## WHAT YOU NEED TO DO
If a line in the entries below holds the string "joint", copy it.

··· ENTRIES PROVIDED

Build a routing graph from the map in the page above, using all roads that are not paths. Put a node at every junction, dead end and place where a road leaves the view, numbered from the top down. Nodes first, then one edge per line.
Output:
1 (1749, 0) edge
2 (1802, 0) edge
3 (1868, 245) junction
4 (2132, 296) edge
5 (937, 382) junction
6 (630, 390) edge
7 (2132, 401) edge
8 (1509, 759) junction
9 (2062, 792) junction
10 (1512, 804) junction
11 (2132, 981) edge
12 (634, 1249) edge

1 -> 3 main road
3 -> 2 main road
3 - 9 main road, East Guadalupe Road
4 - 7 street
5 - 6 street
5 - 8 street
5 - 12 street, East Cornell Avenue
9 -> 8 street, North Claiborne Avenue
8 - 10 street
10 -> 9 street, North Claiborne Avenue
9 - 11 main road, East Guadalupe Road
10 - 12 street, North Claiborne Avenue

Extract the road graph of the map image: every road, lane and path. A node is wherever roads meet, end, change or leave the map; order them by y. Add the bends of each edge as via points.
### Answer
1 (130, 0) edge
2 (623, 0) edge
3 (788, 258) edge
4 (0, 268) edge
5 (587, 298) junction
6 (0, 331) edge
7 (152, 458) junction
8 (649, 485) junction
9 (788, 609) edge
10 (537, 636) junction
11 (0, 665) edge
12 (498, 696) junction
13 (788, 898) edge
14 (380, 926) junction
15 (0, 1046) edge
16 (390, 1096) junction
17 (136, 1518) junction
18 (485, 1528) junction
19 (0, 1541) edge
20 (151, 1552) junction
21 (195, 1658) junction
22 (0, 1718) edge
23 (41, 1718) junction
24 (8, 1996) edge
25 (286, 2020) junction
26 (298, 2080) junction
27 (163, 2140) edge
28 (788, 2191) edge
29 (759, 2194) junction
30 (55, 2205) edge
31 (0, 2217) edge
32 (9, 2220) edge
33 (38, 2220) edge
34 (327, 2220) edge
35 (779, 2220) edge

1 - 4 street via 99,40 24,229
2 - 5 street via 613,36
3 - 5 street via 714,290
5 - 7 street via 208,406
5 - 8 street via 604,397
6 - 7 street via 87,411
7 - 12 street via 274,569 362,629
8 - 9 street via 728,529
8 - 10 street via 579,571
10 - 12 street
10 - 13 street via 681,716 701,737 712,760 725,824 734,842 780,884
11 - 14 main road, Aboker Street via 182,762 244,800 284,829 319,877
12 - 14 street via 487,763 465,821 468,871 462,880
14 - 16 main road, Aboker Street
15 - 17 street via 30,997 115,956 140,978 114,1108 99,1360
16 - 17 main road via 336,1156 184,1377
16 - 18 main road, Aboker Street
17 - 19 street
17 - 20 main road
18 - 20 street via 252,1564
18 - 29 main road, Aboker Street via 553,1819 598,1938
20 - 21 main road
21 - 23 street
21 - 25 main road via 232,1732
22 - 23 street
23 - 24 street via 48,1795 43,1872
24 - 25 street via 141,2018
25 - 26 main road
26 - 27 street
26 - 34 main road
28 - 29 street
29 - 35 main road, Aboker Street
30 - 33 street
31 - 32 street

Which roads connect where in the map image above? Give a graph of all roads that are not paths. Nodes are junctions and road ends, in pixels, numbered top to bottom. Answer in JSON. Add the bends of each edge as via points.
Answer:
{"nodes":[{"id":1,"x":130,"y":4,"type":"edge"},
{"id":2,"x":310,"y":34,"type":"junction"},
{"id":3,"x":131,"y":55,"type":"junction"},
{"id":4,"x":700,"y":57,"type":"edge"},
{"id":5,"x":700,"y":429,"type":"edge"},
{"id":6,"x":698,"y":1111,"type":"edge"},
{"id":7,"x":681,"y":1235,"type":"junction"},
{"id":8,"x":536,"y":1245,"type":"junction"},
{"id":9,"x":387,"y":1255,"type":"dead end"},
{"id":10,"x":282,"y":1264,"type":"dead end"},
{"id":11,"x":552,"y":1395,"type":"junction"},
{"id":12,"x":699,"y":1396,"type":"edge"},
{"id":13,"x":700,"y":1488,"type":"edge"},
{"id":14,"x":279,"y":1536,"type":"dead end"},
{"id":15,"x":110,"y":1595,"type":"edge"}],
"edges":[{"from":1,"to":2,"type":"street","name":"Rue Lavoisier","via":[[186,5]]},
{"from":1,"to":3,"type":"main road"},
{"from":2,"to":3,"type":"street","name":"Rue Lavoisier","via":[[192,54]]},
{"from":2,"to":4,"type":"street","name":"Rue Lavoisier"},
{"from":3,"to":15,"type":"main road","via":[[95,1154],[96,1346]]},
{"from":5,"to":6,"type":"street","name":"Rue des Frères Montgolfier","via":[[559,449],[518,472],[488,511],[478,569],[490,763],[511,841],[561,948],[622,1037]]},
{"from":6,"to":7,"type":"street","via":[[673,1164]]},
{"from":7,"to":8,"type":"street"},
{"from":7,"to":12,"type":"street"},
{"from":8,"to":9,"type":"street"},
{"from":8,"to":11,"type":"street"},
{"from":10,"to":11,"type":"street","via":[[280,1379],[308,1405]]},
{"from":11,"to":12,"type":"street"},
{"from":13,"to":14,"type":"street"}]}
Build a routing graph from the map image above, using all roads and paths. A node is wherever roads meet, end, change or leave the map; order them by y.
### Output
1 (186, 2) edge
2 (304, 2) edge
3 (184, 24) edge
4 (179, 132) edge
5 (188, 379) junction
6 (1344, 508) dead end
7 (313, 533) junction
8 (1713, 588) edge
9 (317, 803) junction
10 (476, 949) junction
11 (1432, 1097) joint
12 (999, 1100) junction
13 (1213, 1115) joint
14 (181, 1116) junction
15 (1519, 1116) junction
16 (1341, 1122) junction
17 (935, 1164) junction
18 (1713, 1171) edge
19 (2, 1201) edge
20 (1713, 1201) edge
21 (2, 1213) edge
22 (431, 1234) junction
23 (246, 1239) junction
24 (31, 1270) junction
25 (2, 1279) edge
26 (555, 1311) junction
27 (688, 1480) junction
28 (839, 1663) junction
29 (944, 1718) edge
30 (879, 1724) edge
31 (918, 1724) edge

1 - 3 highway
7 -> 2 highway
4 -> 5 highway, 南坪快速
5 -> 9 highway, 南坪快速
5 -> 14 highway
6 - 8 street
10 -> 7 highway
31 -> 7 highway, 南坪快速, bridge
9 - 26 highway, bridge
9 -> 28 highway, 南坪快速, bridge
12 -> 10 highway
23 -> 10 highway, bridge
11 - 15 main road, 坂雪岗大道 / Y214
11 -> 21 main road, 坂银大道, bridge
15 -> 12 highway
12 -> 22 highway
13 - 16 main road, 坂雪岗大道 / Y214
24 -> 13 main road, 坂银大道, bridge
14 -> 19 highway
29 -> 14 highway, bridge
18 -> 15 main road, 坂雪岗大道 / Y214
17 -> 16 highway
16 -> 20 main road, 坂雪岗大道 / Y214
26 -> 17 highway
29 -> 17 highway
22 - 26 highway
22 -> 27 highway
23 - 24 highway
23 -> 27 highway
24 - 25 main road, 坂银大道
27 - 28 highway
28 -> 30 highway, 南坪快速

······

## TASK SOLUTION
11 (1432, 1097) joint
13 (1213, 1115) joint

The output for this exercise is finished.